[Data to use]

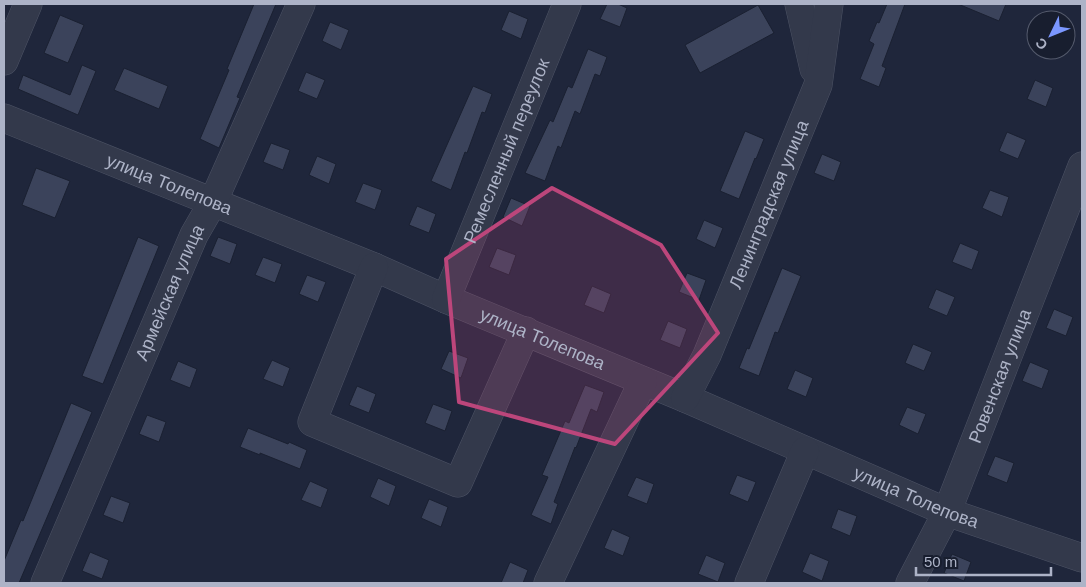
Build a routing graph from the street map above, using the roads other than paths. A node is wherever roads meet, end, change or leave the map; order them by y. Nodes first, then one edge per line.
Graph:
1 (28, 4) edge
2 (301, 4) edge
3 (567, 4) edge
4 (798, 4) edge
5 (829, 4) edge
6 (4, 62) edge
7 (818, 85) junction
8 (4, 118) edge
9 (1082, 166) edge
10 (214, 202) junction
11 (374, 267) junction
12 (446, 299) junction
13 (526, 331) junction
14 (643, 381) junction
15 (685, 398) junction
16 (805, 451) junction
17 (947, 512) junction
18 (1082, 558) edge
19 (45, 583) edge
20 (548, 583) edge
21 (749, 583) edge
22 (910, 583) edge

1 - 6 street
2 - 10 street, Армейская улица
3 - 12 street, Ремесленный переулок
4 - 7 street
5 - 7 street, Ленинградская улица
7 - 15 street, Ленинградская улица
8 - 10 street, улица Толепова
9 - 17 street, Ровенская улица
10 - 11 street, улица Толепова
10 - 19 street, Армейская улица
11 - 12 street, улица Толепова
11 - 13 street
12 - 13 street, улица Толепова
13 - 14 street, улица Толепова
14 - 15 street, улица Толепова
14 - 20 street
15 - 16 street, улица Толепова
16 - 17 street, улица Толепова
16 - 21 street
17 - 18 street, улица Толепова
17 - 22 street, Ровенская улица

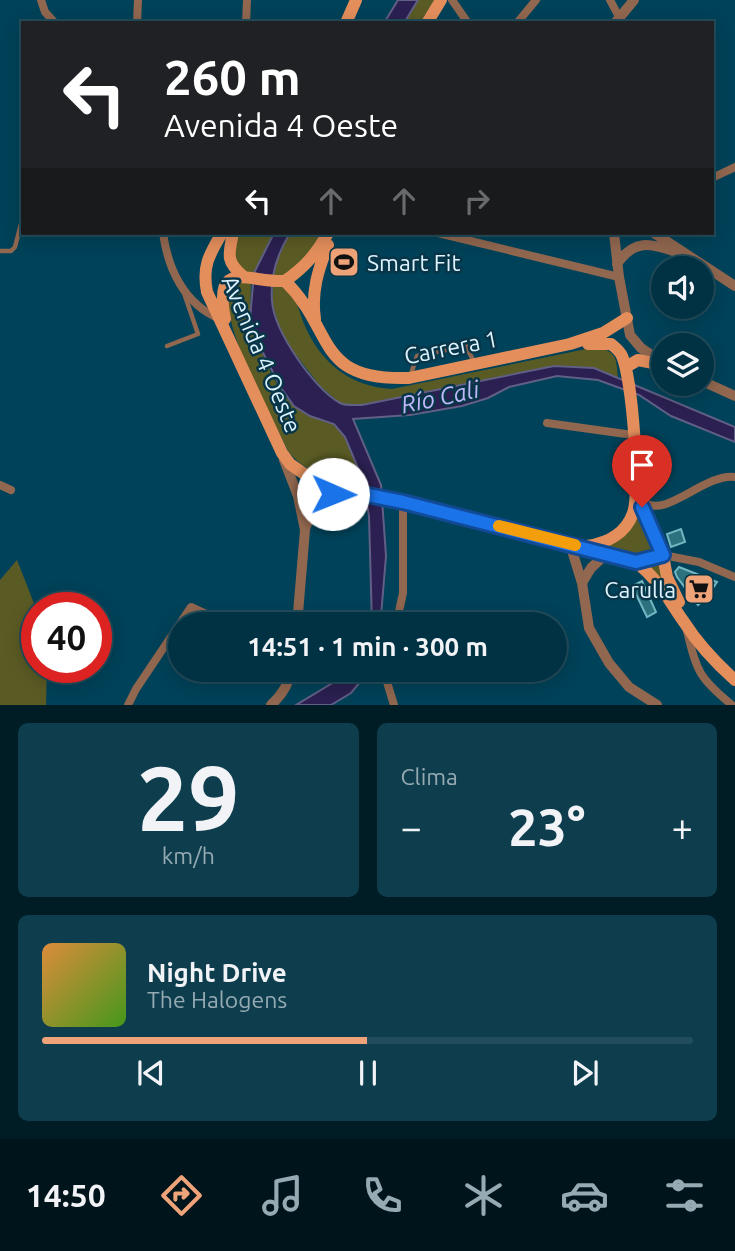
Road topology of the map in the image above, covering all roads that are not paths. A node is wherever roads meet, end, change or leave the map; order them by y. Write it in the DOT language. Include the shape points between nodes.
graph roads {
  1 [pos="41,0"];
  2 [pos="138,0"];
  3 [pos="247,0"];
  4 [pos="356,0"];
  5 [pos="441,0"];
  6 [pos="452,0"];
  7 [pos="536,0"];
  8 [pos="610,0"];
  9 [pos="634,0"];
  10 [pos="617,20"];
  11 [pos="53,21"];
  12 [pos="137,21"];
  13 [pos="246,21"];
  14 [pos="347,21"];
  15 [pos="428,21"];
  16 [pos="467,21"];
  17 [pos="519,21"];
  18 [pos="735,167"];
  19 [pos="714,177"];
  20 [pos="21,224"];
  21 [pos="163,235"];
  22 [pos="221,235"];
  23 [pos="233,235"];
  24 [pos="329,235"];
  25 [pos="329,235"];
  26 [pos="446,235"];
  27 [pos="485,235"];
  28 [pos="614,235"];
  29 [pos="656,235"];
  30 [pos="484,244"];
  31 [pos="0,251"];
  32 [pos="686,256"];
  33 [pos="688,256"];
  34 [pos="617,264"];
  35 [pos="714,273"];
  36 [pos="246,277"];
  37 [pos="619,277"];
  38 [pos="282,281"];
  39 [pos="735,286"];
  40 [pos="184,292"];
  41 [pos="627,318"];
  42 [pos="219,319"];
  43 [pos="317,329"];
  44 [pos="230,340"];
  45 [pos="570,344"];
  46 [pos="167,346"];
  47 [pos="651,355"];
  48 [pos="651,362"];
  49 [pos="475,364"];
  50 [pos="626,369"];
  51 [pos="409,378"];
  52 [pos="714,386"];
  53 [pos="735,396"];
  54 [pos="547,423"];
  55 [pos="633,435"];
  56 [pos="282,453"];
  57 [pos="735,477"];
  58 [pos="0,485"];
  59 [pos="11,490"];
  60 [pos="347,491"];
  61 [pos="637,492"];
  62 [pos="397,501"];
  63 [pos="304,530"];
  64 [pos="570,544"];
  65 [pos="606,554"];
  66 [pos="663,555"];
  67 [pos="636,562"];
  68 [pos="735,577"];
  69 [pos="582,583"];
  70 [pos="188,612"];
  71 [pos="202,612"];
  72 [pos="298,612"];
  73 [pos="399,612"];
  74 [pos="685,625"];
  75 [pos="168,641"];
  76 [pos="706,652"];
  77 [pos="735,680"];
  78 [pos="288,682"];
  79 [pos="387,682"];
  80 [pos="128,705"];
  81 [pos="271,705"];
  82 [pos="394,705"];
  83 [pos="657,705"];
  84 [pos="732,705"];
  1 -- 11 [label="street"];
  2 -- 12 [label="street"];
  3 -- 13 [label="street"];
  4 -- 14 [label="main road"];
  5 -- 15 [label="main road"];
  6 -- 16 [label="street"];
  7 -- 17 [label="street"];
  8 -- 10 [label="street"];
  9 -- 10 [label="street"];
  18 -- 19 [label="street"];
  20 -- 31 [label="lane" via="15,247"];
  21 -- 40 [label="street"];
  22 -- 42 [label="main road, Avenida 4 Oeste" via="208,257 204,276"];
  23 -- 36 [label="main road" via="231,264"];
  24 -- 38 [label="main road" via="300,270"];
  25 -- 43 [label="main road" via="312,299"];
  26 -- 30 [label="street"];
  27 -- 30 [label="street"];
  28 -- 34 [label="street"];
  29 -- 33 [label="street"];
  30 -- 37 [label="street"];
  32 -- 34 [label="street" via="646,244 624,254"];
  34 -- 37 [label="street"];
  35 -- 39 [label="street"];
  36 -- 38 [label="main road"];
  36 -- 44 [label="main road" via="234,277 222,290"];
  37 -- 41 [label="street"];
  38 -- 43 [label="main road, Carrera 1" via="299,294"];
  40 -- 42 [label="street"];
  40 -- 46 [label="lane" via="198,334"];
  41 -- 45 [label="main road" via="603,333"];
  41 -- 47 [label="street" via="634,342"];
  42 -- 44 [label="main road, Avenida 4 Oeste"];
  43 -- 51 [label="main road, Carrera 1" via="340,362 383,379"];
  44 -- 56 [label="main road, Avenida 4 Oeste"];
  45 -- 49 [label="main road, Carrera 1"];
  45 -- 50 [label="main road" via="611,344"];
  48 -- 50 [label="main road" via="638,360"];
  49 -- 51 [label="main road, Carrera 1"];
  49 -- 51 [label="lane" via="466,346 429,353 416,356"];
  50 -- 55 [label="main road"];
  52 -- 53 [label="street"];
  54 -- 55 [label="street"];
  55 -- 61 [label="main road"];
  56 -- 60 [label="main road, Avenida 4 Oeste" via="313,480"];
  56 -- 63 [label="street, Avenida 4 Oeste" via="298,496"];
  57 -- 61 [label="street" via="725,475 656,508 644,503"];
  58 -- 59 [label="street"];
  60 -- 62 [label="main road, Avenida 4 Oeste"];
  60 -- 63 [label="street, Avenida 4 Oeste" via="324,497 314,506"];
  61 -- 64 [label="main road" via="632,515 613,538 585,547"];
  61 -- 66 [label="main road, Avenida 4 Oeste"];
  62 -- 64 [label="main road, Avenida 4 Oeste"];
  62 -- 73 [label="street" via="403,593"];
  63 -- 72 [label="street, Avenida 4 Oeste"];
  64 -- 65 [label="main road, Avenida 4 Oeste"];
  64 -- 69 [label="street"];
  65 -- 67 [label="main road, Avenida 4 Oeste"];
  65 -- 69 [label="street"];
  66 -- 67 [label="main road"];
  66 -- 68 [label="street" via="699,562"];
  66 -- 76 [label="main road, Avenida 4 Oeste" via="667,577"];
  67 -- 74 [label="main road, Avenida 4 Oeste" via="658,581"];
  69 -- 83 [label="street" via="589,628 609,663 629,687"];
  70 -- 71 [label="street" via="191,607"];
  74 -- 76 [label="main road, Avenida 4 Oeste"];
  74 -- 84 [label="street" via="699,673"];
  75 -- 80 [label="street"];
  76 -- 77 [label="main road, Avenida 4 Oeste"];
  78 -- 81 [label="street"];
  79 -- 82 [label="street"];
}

[/Data to use]

**What this task involves**
Within the material above, how many lines include the string "Толепова"? Give only the number.

**Solution to this task**
9